Segment Start: Data for review

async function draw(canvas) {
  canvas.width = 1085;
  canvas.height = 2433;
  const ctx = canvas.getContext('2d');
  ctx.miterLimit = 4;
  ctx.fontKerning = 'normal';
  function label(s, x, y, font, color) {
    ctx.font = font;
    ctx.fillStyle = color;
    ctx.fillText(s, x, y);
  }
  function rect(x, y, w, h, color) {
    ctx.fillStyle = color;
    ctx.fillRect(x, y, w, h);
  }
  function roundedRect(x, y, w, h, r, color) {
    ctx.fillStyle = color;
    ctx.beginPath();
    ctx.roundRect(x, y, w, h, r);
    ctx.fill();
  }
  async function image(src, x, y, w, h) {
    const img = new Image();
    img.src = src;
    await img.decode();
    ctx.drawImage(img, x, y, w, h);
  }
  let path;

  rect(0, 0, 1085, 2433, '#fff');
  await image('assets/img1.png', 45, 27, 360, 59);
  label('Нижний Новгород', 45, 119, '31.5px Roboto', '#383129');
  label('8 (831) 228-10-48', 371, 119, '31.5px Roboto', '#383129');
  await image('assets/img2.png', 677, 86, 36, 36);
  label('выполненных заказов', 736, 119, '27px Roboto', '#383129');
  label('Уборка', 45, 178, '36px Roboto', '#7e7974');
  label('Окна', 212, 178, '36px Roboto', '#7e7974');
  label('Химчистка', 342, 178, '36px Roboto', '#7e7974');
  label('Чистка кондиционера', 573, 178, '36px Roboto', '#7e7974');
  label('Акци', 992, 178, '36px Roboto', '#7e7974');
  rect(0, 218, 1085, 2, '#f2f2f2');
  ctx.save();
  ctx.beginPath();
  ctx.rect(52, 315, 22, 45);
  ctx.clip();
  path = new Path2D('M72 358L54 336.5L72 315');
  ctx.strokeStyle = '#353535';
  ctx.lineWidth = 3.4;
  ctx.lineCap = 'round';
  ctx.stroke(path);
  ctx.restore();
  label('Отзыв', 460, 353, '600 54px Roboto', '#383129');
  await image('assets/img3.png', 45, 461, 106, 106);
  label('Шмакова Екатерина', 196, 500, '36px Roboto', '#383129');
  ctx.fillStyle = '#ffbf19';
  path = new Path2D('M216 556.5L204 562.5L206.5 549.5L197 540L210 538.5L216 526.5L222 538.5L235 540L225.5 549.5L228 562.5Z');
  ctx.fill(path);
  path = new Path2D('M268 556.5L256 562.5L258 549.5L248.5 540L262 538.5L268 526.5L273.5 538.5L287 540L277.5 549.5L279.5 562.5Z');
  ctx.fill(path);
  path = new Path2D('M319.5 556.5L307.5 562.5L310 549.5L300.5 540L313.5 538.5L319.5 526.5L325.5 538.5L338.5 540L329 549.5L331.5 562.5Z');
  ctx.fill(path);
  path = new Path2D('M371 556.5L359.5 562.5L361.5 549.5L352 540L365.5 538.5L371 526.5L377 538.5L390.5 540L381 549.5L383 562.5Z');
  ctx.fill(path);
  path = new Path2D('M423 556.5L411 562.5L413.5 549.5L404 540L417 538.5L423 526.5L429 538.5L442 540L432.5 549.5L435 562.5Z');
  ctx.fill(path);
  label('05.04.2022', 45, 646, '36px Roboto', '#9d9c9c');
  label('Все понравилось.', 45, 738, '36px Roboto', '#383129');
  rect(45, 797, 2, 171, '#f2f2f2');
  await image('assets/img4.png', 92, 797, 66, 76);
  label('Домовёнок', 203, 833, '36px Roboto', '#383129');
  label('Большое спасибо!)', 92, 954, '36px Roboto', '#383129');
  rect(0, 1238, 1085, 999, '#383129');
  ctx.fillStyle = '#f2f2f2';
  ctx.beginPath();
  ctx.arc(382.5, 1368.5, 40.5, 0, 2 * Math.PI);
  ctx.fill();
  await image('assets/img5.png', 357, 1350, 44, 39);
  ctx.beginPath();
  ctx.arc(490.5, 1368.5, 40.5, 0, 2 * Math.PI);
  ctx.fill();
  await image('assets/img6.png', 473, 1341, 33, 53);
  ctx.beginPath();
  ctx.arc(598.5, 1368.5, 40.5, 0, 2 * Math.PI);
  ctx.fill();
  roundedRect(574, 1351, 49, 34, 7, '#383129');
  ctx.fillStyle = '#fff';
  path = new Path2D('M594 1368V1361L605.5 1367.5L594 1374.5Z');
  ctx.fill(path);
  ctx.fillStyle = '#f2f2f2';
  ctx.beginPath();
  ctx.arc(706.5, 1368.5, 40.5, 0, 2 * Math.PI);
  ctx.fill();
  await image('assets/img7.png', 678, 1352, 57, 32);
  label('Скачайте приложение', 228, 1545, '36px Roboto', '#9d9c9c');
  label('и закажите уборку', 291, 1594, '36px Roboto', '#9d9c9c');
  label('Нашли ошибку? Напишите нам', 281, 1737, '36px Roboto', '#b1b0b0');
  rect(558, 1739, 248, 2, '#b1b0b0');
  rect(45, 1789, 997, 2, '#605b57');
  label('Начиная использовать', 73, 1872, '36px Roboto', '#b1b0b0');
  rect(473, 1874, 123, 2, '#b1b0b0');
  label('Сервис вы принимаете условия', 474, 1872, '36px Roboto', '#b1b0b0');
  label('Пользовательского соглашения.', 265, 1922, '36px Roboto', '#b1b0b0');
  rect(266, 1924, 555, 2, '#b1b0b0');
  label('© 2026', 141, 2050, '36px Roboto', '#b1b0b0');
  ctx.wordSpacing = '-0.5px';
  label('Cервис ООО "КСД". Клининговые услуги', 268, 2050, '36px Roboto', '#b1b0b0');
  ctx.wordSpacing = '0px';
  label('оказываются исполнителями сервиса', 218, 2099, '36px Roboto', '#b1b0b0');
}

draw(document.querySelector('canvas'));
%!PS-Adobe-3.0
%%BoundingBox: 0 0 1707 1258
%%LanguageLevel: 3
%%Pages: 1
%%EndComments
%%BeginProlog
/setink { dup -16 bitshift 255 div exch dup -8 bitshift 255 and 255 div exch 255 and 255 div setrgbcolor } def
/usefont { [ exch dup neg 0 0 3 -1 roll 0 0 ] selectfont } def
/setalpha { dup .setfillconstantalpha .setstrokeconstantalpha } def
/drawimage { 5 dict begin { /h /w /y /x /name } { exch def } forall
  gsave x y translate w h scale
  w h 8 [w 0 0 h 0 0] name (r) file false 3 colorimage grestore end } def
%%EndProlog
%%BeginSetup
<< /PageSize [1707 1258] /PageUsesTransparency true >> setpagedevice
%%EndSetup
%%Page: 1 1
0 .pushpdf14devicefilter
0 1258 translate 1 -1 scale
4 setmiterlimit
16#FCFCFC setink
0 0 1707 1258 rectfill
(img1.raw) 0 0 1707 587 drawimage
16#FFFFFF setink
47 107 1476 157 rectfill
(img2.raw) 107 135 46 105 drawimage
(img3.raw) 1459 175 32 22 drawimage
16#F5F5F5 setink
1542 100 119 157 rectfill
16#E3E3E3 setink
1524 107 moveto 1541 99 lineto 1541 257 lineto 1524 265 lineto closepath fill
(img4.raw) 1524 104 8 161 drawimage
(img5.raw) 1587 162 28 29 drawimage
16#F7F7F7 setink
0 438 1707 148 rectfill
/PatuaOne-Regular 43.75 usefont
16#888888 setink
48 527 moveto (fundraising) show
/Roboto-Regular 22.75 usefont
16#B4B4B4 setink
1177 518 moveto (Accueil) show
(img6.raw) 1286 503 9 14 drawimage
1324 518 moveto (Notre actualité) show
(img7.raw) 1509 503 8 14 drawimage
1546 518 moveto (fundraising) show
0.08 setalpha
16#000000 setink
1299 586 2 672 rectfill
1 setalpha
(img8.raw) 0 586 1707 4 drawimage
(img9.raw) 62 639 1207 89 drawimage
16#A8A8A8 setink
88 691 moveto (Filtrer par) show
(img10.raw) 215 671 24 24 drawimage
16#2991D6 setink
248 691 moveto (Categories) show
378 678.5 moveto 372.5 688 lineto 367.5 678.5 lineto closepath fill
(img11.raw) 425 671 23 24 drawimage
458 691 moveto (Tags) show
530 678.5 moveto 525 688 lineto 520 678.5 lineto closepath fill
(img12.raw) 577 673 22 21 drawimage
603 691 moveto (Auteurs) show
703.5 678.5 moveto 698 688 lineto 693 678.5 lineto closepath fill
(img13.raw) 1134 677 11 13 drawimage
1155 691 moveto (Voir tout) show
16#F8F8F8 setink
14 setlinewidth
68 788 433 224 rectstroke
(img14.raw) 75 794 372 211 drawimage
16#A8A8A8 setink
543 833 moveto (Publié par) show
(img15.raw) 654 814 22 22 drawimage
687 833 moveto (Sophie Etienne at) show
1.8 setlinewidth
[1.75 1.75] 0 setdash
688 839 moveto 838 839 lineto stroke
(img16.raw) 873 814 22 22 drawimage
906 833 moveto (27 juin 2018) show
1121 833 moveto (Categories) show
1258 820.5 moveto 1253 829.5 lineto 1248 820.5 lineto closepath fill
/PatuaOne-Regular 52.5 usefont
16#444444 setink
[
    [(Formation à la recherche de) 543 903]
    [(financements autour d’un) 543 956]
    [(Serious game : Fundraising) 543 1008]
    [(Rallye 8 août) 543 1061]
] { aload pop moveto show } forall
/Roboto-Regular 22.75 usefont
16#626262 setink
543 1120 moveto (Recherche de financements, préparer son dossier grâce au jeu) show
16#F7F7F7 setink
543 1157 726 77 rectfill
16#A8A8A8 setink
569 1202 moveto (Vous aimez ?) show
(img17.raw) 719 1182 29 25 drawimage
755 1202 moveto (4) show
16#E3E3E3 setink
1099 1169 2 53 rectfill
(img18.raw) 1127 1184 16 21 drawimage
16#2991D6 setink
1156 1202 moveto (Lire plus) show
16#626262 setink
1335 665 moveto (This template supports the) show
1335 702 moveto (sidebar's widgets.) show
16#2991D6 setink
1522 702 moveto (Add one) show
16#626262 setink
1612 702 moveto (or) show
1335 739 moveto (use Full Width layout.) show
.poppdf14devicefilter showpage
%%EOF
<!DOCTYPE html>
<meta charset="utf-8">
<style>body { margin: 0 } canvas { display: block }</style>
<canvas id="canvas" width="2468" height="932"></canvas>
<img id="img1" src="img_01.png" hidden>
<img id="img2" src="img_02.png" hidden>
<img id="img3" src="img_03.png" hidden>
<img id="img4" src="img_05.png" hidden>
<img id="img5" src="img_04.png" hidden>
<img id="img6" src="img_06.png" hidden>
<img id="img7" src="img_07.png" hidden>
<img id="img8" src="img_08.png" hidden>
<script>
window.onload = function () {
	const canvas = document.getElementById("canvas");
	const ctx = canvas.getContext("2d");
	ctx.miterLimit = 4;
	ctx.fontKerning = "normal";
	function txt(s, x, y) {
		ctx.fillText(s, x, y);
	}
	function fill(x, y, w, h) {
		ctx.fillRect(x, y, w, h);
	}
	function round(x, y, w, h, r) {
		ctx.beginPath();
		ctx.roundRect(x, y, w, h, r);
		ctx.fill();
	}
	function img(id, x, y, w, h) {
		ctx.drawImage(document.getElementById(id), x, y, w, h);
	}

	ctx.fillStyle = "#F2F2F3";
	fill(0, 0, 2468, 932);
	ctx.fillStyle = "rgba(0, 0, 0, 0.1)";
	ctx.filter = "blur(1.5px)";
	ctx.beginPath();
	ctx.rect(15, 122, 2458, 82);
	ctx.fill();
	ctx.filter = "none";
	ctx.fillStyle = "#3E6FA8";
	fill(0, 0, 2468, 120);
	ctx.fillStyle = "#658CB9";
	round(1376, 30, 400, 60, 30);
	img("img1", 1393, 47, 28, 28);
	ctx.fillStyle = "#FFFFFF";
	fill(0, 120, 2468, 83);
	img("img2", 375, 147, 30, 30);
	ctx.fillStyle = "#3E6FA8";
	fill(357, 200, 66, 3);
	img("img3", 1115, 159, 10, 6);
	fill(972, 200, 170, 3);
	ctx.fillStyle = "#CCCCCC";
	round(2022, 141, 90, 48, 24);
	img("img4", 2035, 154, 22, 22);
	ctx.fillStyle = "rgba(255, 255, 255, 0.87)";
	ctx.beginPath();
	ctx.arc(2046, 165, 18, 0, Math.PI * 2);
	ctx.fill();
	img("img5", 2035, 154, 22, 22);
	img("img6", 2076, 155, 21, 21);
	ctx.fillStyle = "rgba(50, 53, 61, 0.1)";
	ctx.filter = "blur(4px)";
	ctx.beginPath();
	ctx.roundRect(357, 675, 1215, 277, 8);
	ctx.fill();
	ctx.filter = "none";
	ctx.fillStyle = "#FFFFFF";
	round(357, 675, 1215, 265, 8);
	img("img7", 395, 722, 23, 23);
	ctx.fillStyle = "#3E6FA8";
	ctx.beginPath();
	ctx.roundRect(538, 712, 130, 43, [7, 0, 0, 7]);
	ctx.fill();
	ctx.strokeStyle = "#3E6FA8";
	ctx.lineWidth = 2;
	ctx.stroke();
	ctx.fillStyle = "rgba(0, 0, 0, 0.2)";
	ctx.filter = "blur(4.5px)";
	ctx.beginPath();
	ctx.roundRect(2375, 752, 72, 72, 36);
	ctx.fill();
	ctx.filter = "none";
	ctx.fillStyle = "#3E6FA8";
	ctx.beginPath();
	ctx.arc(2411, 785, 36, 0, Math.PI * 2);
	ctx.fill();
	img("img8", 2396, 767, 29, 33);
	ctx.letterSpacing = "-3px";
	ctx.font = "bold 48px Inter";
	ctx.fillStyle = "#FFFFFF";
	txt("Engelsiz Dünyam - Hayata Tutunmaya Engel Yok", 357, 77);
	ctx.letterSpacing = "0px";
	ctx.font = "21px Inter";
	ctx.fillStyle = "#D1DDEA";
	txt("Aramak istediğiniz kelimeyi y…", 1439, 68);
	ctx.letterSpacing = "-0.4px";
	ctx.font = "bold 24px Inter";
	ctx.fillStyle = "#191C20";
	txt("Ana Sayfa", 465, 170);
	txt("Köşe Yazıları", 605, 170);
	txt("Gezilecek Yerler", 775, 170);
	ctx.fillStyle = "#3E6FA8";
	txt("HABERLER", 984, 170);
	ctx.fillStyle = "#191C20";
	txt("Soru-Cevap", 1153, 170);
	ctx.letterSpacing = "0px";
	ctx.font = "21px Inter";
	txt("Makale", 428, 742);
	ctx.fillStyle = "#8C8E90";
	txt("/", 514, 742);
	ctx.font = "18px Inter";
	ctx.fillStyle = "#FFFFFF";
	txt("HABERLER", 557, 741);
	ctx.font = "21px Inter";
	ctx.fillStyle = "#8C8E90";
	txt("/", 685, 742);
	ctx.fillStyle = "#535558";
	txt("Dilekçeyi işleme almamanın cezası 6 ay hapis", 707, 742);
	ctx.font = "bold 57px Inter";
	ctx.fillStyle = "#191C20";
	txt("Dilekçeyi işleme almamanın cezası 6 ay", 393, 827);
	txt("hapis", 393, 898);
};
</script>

Segment End: Data for review

## Work order
Only the lines above, from the first through the one holding "await img.decode();", are to be output, and they must be copied exactly.

## Response area
async function draw(canvas) {
  canvas.width = 1085;
  canvas.height = 2433;
  const ctx = canvas.getContext('2d');
  ctx.miterLimit = 4;
  ctx.fontKerning = 'normal';
  function label(s, x, y, font, color) {
    ctx.font = font;
    ctx.fillStyle = color;
    ctx.fillText(s, x, y);
  }
  function rect(x, y, w, h, color) {
    ctx.fillStyle = color;
    ctx.fillRect(x, y, w, h);
  }
  function roundedRect(x, y, w, h, r, color) {
    ctx.fillStyle = color;
    ctx.beginPath();
    ctx.roundRect(x, y, w, h, r);
    ctx.fill();
  }
  async function image(src, x, y, w, h) {
    const img = new Image();
    img.src = src;
    await img.decode();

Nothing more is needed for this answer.